If that is what he meant, I must respectfully disagree. Many
thousands of scientists consider evolution to be a fairy tale and
their ranks are growing. Several scientists including those
who hold Ph.D.'s have appeared in person to testify before the
SBE, or have written comments to the board urging them to end
their censorship. Their arguments are based on scientific,
not religious grounds. So any claim that public opinion
should be disregarded for this reason is entirely bogus.
Additionally, taxpayers are footing the bill for public
education. We also elected the governor and some of the SBE
members. We absolutely should have a say-so in what is being
taught, especially when there are such high mountains of evidence
to refute the theory of evolution. It is also common
knowledge that a great number of Ohioans consider evolution to be
atheism in disguise, and they don't want it force-fed to their
children, especially in private Christian schools (these standards
as currently written will impact private chartered schools as
well).
- It focused exclusively on Intelligent
Design (ID), but did not mention "Teach
the Controversy (TTC)". That could be because many
of the comments from the public that the report addressed were
focused on ID. However, several months ago we shifted our focus
away from an Intelligent Design only approach to Teach the
Controversy (which includes, but is not limited to ID
arguments/evidence). For more information about this shift,
see http://www.creationists.org/media.html#1.
We would prefer that all future media reports focus instead on TTC instead
of ID to more accurately reflect our position.
- The main focus of the report was
whether or not the State Board of Education (SBE) had an
up-to-date breakdown on public comments on the draft science
standards. Back in June there was about a 50/50 split on
"evolution only as fact" versus ending the censorship of
scientific evidence. But back then, as today, we dispute the
"evolution only" counts. This was not mentioned in
the report, probably due to a lack of time. The report did
correctly state that the latest numbers are far more lopsided in
favor of ending the censorship. For more information on why we
disputed this count back then, and in the most recent counts as of
the end of August, see this link: http://Creationists.org/taft.html.
- The focus of this report was useful
information to the public and was probably a good first step in a
series of reports on this topic. There are other issues
that I believe are even more important for the media to focus on
in the weeks and months to come.
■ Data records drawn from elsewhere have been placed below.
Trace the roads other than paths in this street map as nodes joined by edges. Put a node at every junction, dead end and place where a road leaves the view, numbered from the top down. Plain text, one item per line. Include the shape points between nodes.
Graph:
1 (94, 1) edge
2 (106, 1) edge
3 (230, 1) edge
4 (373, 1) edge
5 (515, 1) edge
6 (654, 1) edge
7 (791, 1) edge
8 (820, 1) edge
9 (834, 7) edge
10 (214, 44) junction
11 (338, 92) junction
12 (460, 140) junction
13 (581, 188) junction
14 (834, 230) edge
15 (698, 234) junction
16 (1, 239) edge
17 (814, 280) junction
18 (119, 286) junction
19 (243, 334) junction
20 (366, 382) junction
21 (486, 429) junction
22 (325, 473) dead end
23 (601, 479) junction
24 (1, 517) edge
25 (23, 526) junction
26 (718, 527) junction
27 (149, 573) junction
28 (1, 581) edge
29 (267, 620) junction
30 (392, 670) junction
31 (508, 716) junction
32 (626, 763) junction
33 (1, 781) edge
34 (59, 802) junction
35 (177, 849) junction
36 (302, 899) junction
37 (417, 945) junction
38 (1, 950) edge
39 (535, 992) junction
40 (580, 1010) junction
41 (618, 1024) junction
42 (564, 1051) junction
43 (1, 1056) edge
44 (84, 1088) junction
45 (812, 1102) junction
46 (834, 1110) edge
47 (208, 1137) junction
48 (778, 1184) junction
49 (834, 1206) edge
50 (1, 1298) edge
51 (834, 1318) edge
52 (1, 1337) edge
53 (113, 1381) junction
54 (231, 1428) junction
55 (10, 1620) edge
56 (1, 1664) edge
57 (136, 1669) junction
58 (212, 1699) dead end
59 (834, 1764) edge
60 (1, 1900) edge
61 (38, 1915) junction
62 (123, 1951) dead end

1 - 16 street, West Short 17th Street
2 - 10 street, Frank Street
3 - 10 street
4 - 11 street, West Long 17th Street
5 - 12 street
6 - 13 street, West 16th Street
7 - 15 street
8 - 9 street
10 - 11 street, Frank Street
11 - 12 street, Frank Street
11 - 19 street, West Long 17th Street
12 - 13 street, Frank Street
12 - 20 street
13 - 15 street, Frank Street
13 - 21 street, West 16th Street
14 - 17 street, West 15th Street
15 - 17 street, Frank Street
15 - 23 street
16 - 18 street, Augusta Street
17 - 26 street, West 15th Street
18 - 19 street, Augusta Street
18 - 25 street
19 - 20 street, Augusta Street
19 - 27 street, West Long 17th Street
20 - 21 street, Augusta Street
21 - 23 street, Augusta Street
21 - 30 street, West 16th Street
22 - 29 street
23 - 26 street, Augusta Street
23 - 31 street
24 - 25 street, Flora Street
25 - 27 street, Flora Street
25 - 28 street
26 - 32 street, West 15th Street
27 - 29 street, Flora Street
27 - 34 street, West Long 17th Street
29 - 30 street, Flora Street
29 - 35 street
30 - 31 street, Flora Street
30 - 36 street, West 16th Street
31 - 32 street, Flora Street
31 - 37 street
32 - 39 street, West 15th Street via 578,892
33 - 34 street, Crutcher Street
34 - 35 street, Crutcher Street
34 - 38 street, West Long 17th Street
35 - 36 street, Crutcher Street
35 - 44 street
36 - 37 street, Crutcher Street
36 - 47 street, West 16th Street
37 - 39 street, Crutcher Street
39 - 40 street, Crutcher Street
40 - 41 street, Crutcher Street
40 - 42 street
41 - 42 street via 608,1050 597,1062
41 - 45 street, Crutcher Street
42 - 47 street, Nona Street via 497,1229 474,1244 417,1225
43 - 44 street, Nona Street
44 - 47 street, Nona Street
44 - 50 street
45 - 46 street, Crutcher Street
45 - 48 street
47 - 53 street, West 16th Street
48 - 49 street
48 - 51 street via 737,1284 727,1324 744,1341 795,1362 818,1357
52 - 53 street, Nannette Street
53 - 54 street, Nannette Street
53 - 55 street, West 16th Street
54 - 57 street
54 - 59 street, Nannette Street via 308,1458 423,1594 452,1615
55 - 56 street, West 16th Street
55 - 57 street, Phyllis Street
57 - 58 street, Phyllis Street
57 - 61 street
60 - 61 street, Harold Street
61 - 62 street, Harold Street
Some include:
- Several of our opponents
continue to grossly distort our position in what appears to be
deliberate attempts to scare the public into thinking we
want to pound everyone's children on the head with our Bibles
in science class. This lie was used with great effect in Kansas
and I suspect that's why we see it continually being repeated
here in Ohio as well. We are rarely if ever given the
opportunity by the media to respond to it. For our responses to
this, see these four links: 1) We are not
trying to sneak religion into the science curriculum,
2) This is science vs. science debate,
not science versus religion, 3) Religion
is already in the science curriculum in the form of atheism,
and 4) Give equal attention to the religious
biases of atheist and agnostic evolutionists.
- The media needs to push
Governor Taft into publicly taking a stand on this issue.
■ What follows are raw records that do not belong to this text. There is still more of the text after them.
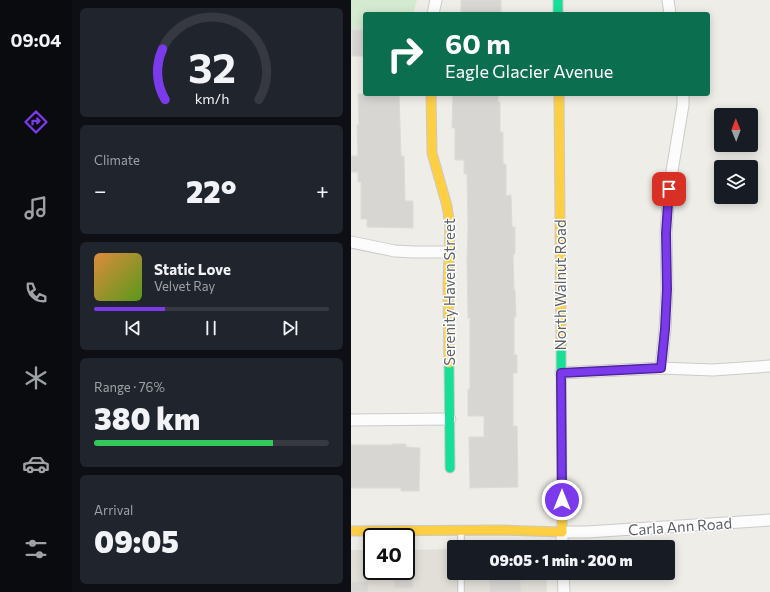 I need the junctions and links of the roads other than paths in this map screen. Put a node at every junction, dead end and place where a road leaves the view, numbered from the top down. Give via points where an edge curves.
1 (436, 0) edge
2 (558, 0) edge
3 (668, 0) edge
4 (433, 12) edge
5 (558, 12) edge
6 (670, 12) edge
7 (431, 96) edge
8 (559, 96) edge
9 (683, 96) edge
10 (351, 242) edge
11 (449, 252) junction
12 (770, 366) edge
13 (661, 368) junction
14 (561, 373) junction
15 (450, 418) junction
16 (351, 420) edge
17 (450, 468) dead end
18 (770, 520) edge
19 (351, 530) edge
20 (461, 530) junction
21 (562, 532) junction
22 (461, 540) edge
23 (562, 540) edge
24 (461, 580) edge
25 (563, 580) edge
26 (461, 592) edge
27 (564, 592) edge

1 - 4 street
2 - 5 street
3 - 6 street
7 - 11 street, Serenity Haven Street via 432,153 447,206
8 - 14 street, North Walnut Road
9 - 13 street via 669,189 666,233 667,289
10 - 11 street via 395,251
11 - 15 street, Serenity Haven Street
12 - 13 street via 713,370
13 - 14 street
14 - 21 street, North Walnut Road
15 - 16 street
15 - 17 street, Serenity Haven Street
18 - 21 street, Carla Ann Road
19 - 20 street, Carla Ann Road
20 - 21 street, Carla Ann Road
20 - 22 lane
21 - 23 street, North Walnut Road
24 - 26 lane
25 - 27 street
We have heard from reliable sources that he is working against
the citizens (and students) of Ohio on this issue by quietly
pressuring his appointees to the SBE to omit both ID and TTC
from the science standards. He may get away with this if
the media doesn't do some tough investigative journalism and get
to the truth.
- The standards maybe
unconstitutional because they force private state chartered
Christian schools to teach evolution as fact, even if evolution is
against the religious beliefs of that school.